[Stored items]

————————

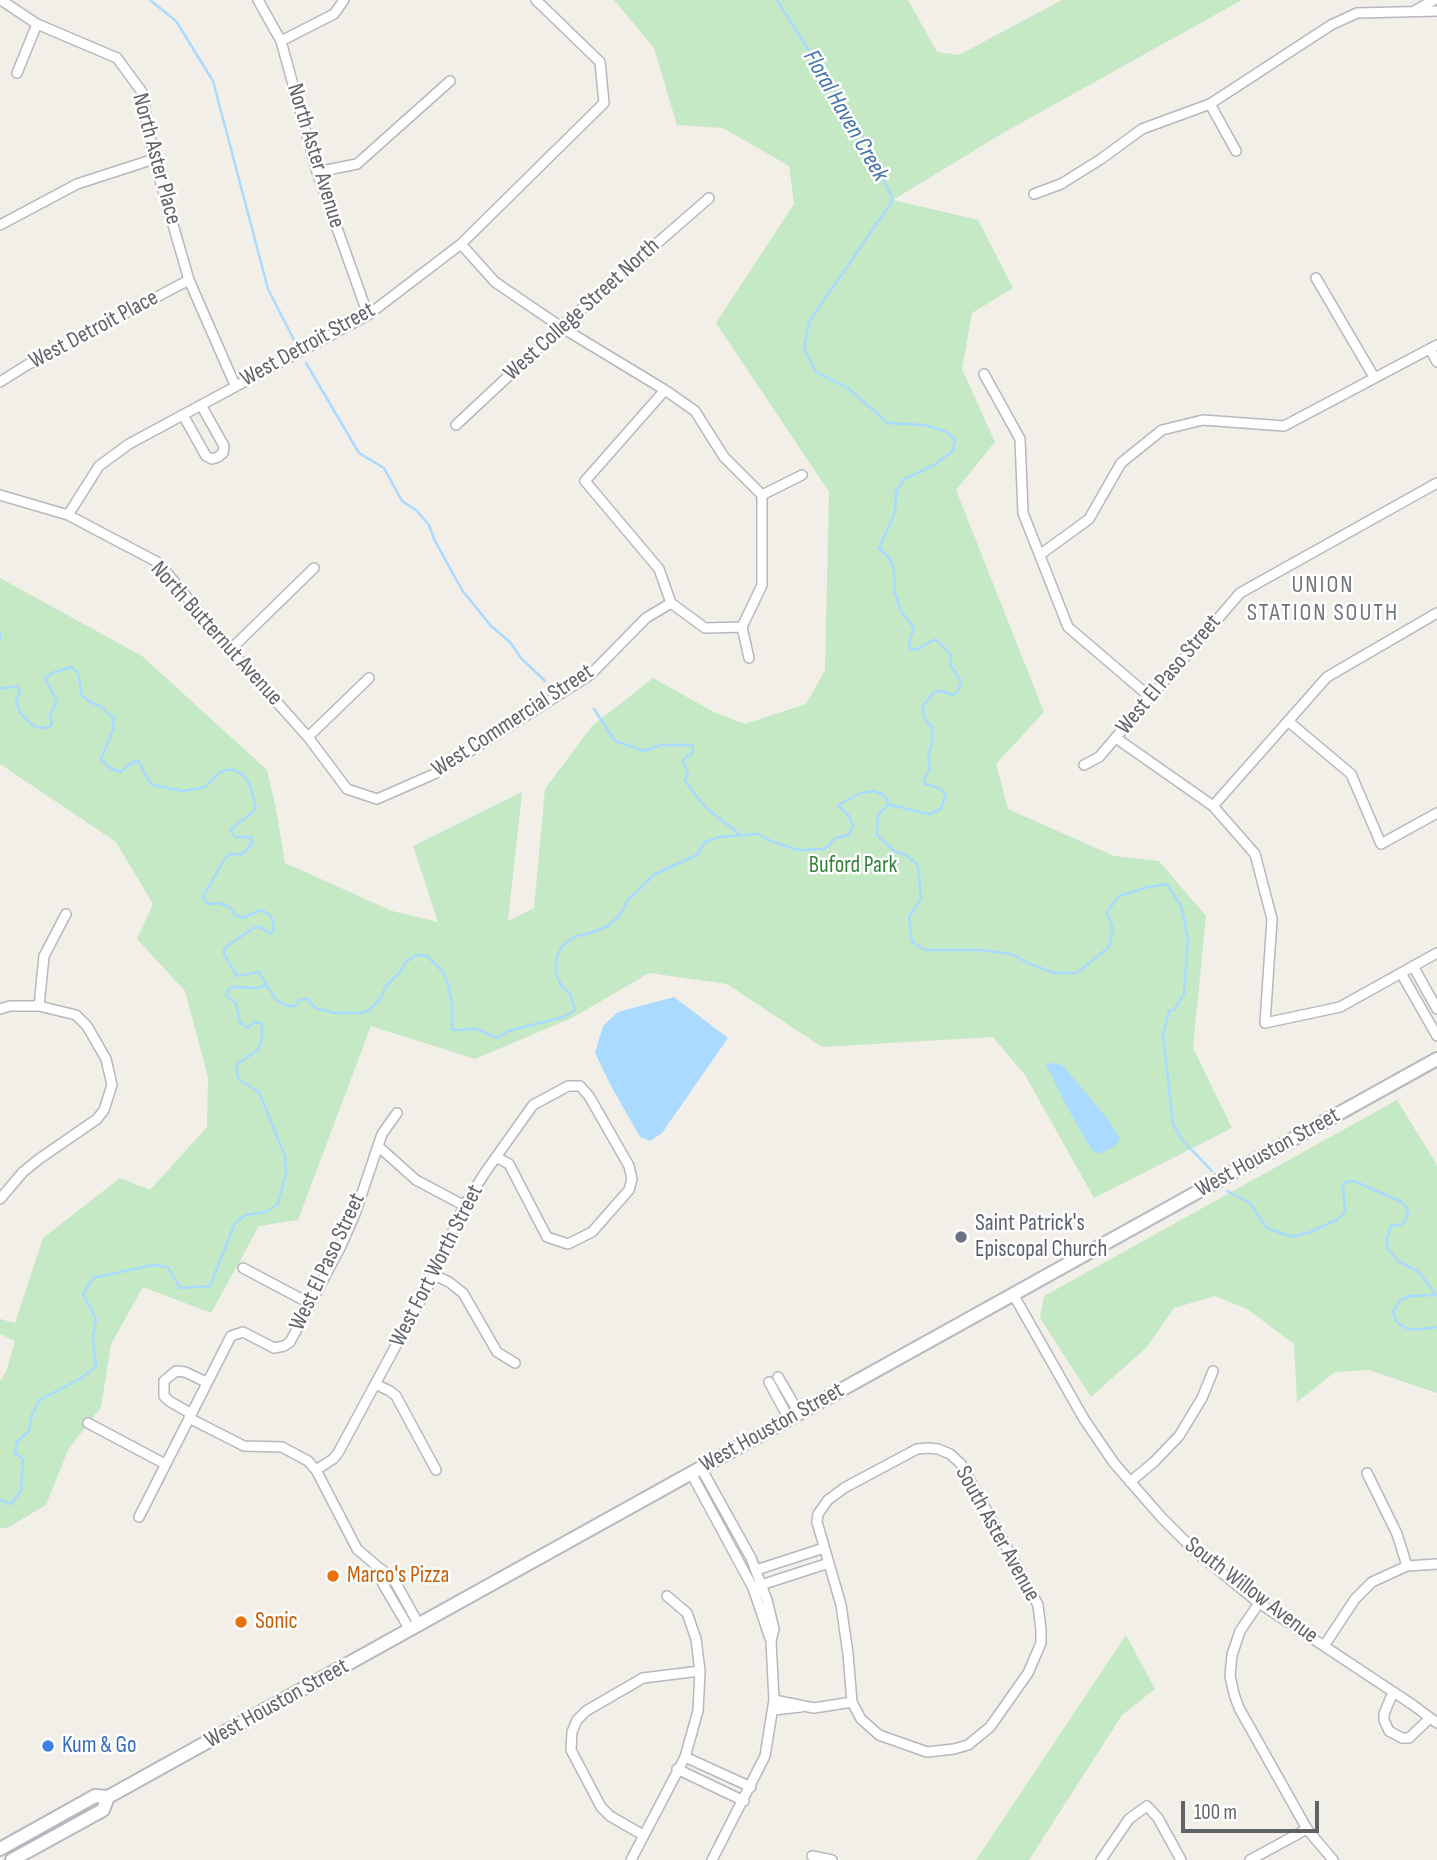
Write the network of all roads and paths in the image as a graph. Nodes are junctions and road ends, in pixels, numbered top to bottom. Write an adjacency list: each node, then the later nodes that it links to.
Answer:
1 (1, 0): 8 (street, North Aster Place)
2 (258, 0): 9 (street, North Aster Avenue)
3 (344, 0): 9 (street)
4 (536, 0): 19 (street, West Detroit Street)
5 (1434, 0): 6 (street)
6 (1415, 11): 7 (street); 12 (street)
7 (1437, 11)
8 (37, 24): 10 (street); 14 (street, North Aster Place)
9 (282, 41): 15 (street, North Aster Avenue)
10 (17, 73)
11 (450, 81): 15 (street)
12 (1210, 104): 13 (street); 16 (street)
13 (1236, 150)
14 (154, 159): 18 (street); 21 (street, North Aster Place)
15 (317, 172): 22 (street, North Aster Avenue)
16 (1034, 194)
17 (709, 198): 23 (street, West College Street North)
18 (0, 225)
19 (461, 244): 22 (street, West Detroit Street); 23 (street)
20 (1316, 278): 27 (street)
21 (189, 279): 28 (street, West Detroit Place); 29 (street, North Aster Place)
22 (368, 315): 29 (street, West Detroit Street)
23 (561, 327): 30 (street); 33 (street, West College Street North)
24 (1434, 347): 25 (street); 27 (street)
25 (1437, 362)
26 (984, 374): 39 (street)
27 (1374, 377): 39 (street)
28 (0, 382)
29 (235, 385): 31 (street, West Detroit Street)
30 (666, 390): 37 (street); 41 (street)
31 (201, 405): 32 (street, West Detroit Street); 32 (street)
32 (183, 415): 38 (street, West Detroit Street)
33 (456, 425)
34 (802, 475): 37 (street)
35 (1437, 483): 47 (street, West El Paso Street)
36 (0, 495): 38 (street, North Butternut Avenue)
37 (762, 495): 43 (street)
38 (68, 515): 44 (street, North Butternut Avenue)
39 (1041, 554): 47 (street)
40 (314, 568): 44 (street)
41 (671, 603): 43 (street); 52 (street, West Commercial Street)
42 (1437, 613): 48 (street)
43 (743, 627): 45 (street)
44 (230, 650): 49 (street, North Butternut Avenue)
45 (749, 658)
46 (369, 678): 49 (street)
47 (1150, 696): 50 (street, West El Paso Street)
48 (1289, 722): 53 (street); 54 (street)
49 (308, 737): 52 (street, North Butternut Avenue)
50 (1116, 738): 51 (street, West El Paso Street); 53 (street)
51 (1084, 765)
52 (377, 799)
53 (1213, 806): 58 (street)
54 (1437, 813)
55 (66, 914): 59 (street)
56 (1437, 954): 57 (street)
57 (1413, 966): 58 (street); 61 (street)
58 (1401, 973): 62 (street)
59 (39, 1006): 60 (street); 67 (street)
60 (0, 1009)
61 (1437, 1009)
62 (1437, 1036)
63 (1437, 1059): 71 (main road, West Houston Street)
64 (397, 1114): 65 (street, West El Paso Street)
65 (378, 1146): 68 (street); 72 (street, West El Paso Street)
66 (496, 1157): 66 (street, West Fort Worth Street); 68 (street, West Fort Worth Street)
67 (0, 1199)
68 (465, 1206): 70 (street, West Fort Worth Street)
69 (243, 1268): 72 (street)
70 (434, 1275): 73 (street); 78 (street, West Fort Worth Street)
71 (1013, 1294): 80 (main road, West Houston Street); 87 (street, South Willow Avenue)
72 (309, 1303): 76 (street, West El Paso Street)
73 (515, 1363)
74 (1213, 1371): 87 (street)
75 (778, 1377): 80 (street)
76 (206, 1382): 79 (street, West El Paso Street); 79 (street)
77 (768, 1382): 80 (street)
78 (375, 1384): 83 (street); 84 (street, West Fort Worth Street)
79 (190, 1416): 82 (street, West El Paso Street); 84 (street)
80 (794, 1416): 85 (main road, West Houston Street)
81 (88, 1423): 82 (street)
82 (165, 1464): 88 (street, West El Paso Street)
83 (436, 1469)
84 (316, 1470): 94 (street)
85 (696, 1470): 95 (street); 98 (street); 102 (main road, West Houston Street)
86 (1367, 1473): 93 (street)
87 (1129, 1482): 101 (street, South Willow Avenue)
88 (139, 1517)
89 (824, 1548): 90 (street); 91 (street); 106 (street, South Aster Avenue)
90 (777, 1562): 95 (street); 96 (street)
91 (829, 1563): 96 (street); 106 (street)
92 (1437, 1564): 93 (street)
93 (1407, 1566): 103 (street)
94 (379, 1567): 97 (street); 99 (street)
95 (756, 1570): 98 (street)
96 (782, 1577): 98 (street)
97 (396, 1585): 99 (street); 102 (street)
98 (757, 1586): 107 (street)
99 (386, 1590): 102 (street)
100 (667, 1597): 104 (street)
101 (1259, 1602): 103 (street, South Willow Avenue); 114 (street)
102 (414, 1628): 112 (main road, West Houston Street)
103 (1324, 1646): 105 (street, South Willow Avenue)
104 (700, 1671): 109 (street); 115 (street)
105 (1393, 1692): 108 (street, South Willow Avenue); 108 (street, South Willow Avenue)
106 (852, 1702): 107 (street)
107 (774, 1705): 111 (street)
108 (1434, 1721)
109 (685, 1756): 110 (street); 111 (street)
110 (677, 1769): 113 (street); 115 (street)
111 (751, 1787): 113 (street)
112 (108, 1797): 116 (main road, West Houston Street); 118 (main road, West Houston Street)
113 (744, 1801): 120 (street)
114 (1307, 1829): 124 (street); 125 (street)
115 (643, 1835): 119 (street)
116 (0, 1849)
117 (812, 1856): 121 (street)
118 (12, 1860)
119 (631, 1860)
120 (712, 1860)
121 (832, 1860)
122 (1101, 1860): 123 (street)
123 (1181, 1860)
124 (1250, 1860)
125 (1334, 1860)

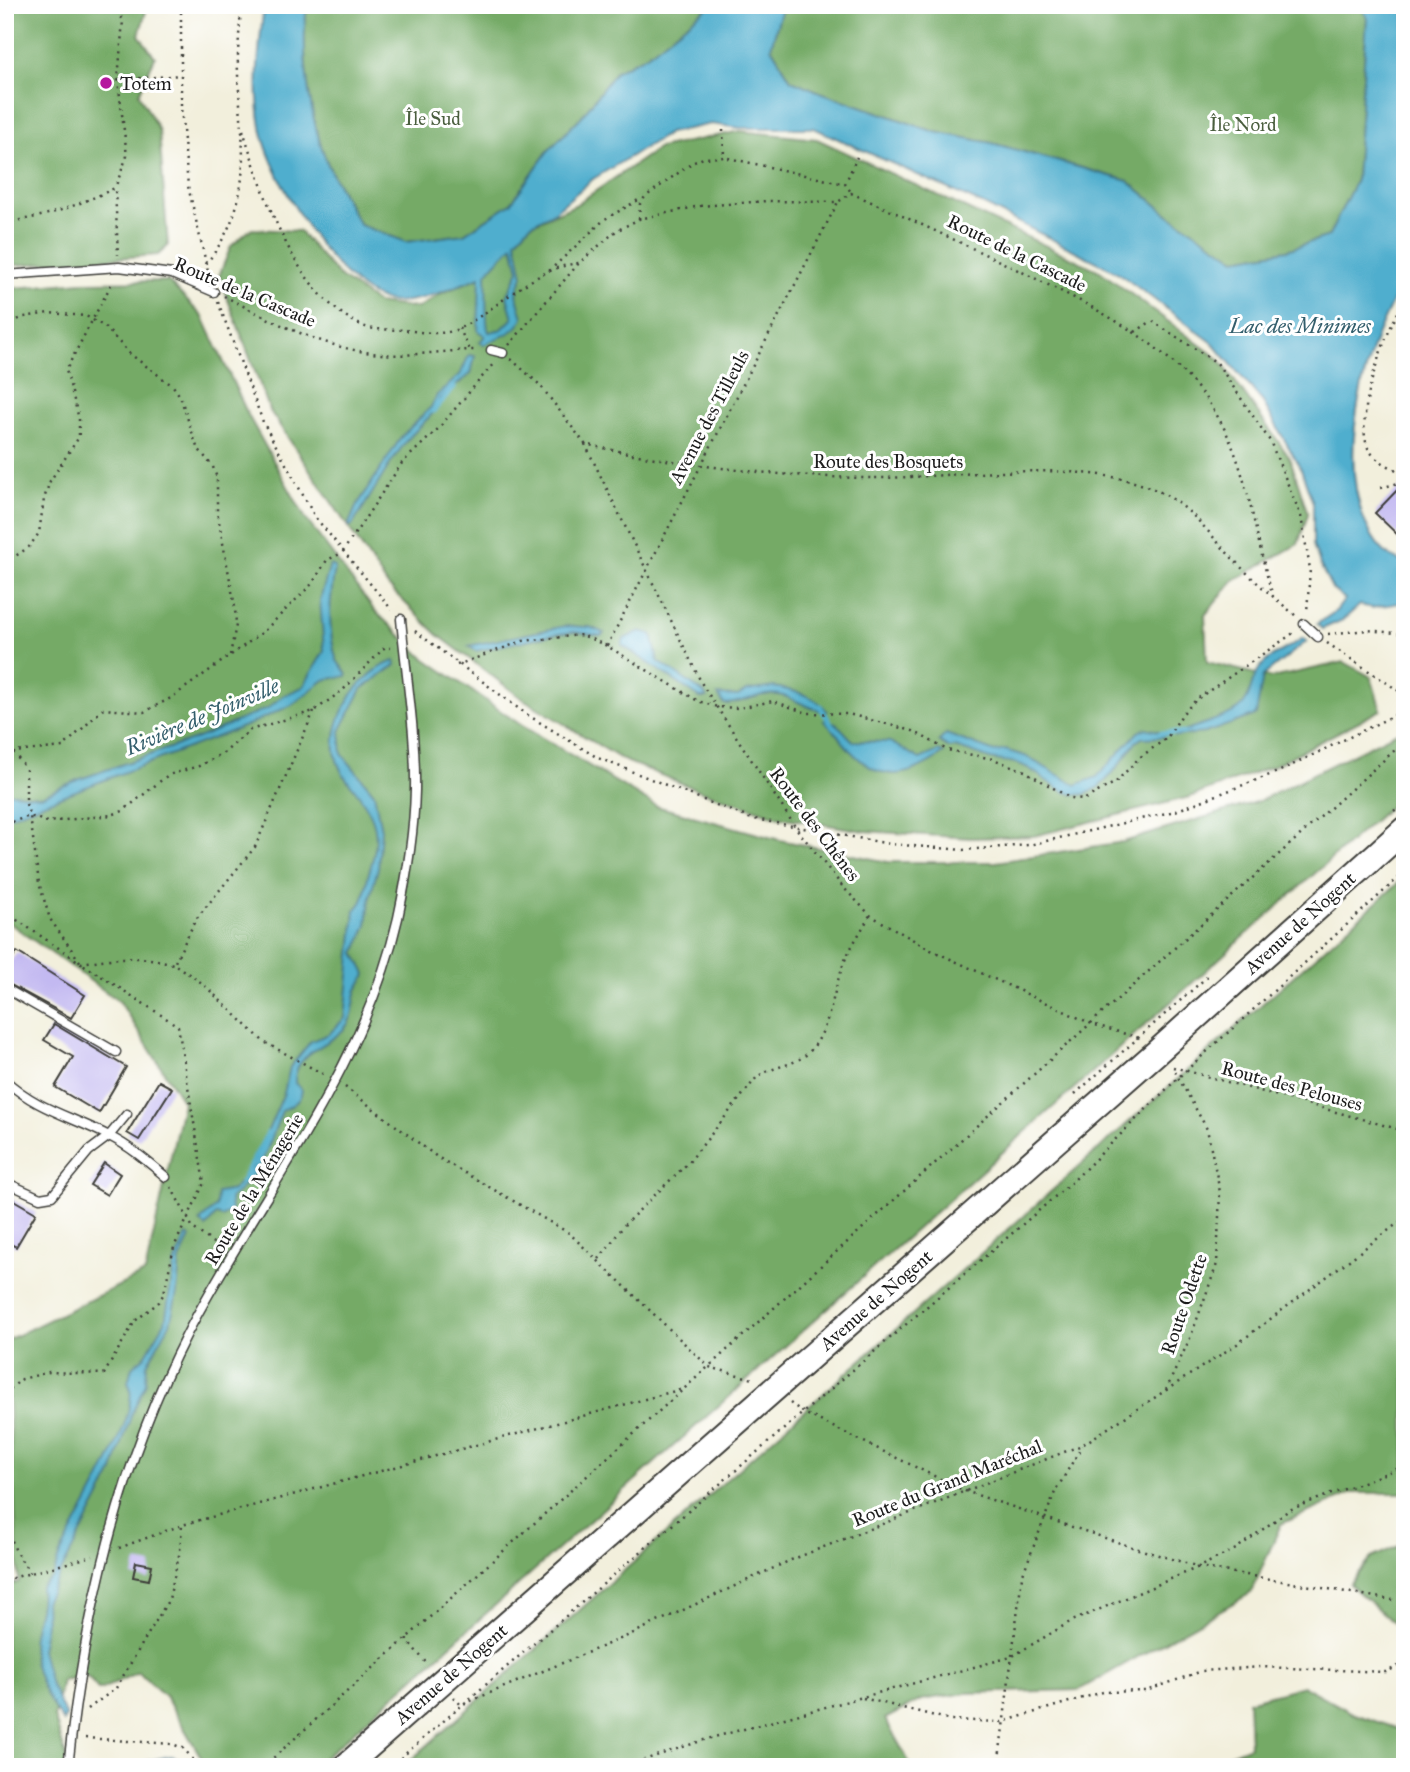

————————

• Instructions for the task: Repeat the records above word for word, keeping no pictures in the copy.

• Exercise solution:
Write the network of all roads and paths in the image as a graph. Nodes are junctions and road ends, in pixels, numbered top to bottom. Write an adjacency list: each node, then the later nodes that it links to.
Answer:
1 (1, 0): 8 (street, North Aster Place)
2 (258, 0): 9 (street, North Aster Avenue)
3 (344, 0): 9 (street)
4 (536, 0): 19 (street, West Detroit Street)
5 (1434, 0): 6 (street)
6 (1415, 11): 7 (street); 12 (street)
7 (1437, 11)
8 (37, 24): 10 (street); 14 (street, North Aster Place)
9 (282, 41): 15 (street, North Aster Avenue)
10 (17, 73)
11 (450, 81): 15 (street)
12 (1210, 104): 13 (street); 16 (street)
13 (1236, 150)
14 (154, 159): 18 (street); 21 (street, North Aster Place)
15 (317, 172): 22 (street, North Aster Avenue)
16 (1034, 194)
17 (709, 198): 23 (street, West College Street North)
18 (0, 225)
19 (461, 244): 22 (street, West Detroit Street); 23 (street)
20 (1316, 278): 27 (street)
21 (189, 279): 28 (street, West Detroit Place); 29 (street, North Aster Place)
22 (368, 315): 29 (street, West Detroit Street)
23 (561, 327): 30 (street); 33 (street, West College Street North)
24 (1434, 347): 25 (street); 27 (street)
25 (1437, 362)
26 (984, 374): 39 (street)
27 (1374, 377): 39 (street)
28 (0, 382)
29 (235, 385): 31 (street, West Detroit Street)
30 (666, 390): 37 (street); 41 (street)
31 (201, 405): 32 (street, West Detroit Street); 32 (street)
32 (183, 415): 38 (street, West Detroit Street)
33 (456, 425)
34 (802, 475): 37 (street)
35 (1437, 483): 47 (street, West El Paso Street)
36 (0, 495): 38 (street, North Butternut Avenue)
37 (762, 495): 43 (street)
38 (68, 515): 44 (street, North Butternut Avenue)
39 (1041, 554): 47 (street)
40 (314, 568): 44 (street)
41 (671, 603): 43 (street); 52 (street, West Commercial Street)
42 (1437, 613): 48 (street)
43 (743, 627): 45 (street)
44 (230, 650): 49 (street, North Butternut Avenue)
45 (749, 658)
46 (369, 678): 49 (street)
47 (1150, 696): 50 (street, West El Paso Street)
48 (1289, 722): 53 (street); 54 (street)
49 (308, 737): 52 (street, North Butternut Avenue)
50 (1116, 738): 51 (street, West El Paso Street); 53 (street)
51 (1084, 765)
52 (377, 799)
53 (1213, 806): 58 (street)
54 (1437, 813)
55 (66, 914): 59 (street)
56 (1437, 954): 57 (street)
57 (1413, 966): 58 (street); 61 (street)
58 (1401, 973): 62 (street)
59 (39, 1006): 60 (street); 67 (street)
60 (0, 1009)
61 (1437, 1009)
62 (1437, 1036)
63 (1437, 1059): 71 (main road, West Houston Street)
64 (397, 1114): 65 (street, West El Paso Street)
65 (378, 1146): 68 (street); 72 (street, West El Paso Street)
66 (496, 1157): 66 (street, West Fort Worth Street); 68 (street, West Fort Worth Street)
67 (0, 1199)
68 (465, 1206): 70 (street, West Fort Worth Street)
69 (243, 1268): 72 (street)
70 (434, 1275): 73 (street); 78 (street, West Fort Worth Street)
71 (1013, 1294): 80 (main road, West Houston Street); 87 (street, South Willow Avenue)
72 (309, 1303): 76 (street, West El Paso Street)
73 (515, 1363)
74 (1213, 1371): 87 (street)
75 (778, 1377): 80 (street)
76 (206, 1382): 79 (street, West El Paso Street); 79 (street)
77 (768, 1382): 80 (street)
78 (375, 1384): 83 (street); 84 (street, West Fort Worth Street)
79 (190, 1416): 82 (street, West El Paso Street); 84 (street)
80 (794, 1416): 85 (main road, West Houston Street)
81 (88, 1423): 82 (street)
82 (165, 1464): 88 (street, West El Paso Street)
83 (436, 1469)
84 (316, 1470): 94 (street)
85 (696, 1470): 95 (street); 98 (street); 102 (main road, West Houston Street)
86 (1367, 1473): 93 (street)
87 (1129, 1482): 101 (street, South Willow Avenue)
88 (139, 1517)
89 (824, 1548): 90 (street); 91 (street); 106 (street, South Aster Avenue)
90 (777, 1562): 95 (street); 96 (street)
91 (829, 1563): 96 (street); 106 (street)
92 (1437, 1564): 93 (street)
93 (1407, 1566): 103 (street)
94 (379, 1567): 97 (street); 99 (street)
95 (756, 1570): 98 (street)
96 (782, 1577): 98 (street)
97 (396, 1585): 99 (street); 102 (street)
98 (757, 1586): 107 (street)
99 (386, 1590): 102 (street)
100 (667, 1597): 104 (street)
101 (1259, 1602): 103 (street, South Willow Avenue); 114 (street)
102 (414, 1628): 112 (main road, West Houston Street)
103 (1324, 1646): 105 (street, South Willow Avenue)
104 (700, 1671): 109 (street); 115 (street)
105 (1393, 1692): 108 (street, South Willow Avenue); 108 (street, South Willow Avenue)
106 (852, 1702): 107 (street)
107 (774, 1705): 111 (street)
108 (1434, 1721)
109 (685, 1756): 110 (street); 111 (street)
110 (677, 1769): 113 (street); 115 (street)
111 (751, 1787): 113 (street)
112 (108, 1797): 116 (main road, West Houston Street); 118 (main road, West Houston Street)
113 (744, 1801): 120 (street)
114 (1307, 1829): 124 (street); 125 (street)
115 (643, 1835): 119 (street)
116 (0, 1849)
117 (812, 1856): 121 (street)
118 (12, 1860)
119 (631, 1860)
120 (712, 1860)
121 (832, 1860)
122 (1101, 1860): 123 (street)
123 (1181, 1860)
124 (1250, 1860)
125 (1334, 1860)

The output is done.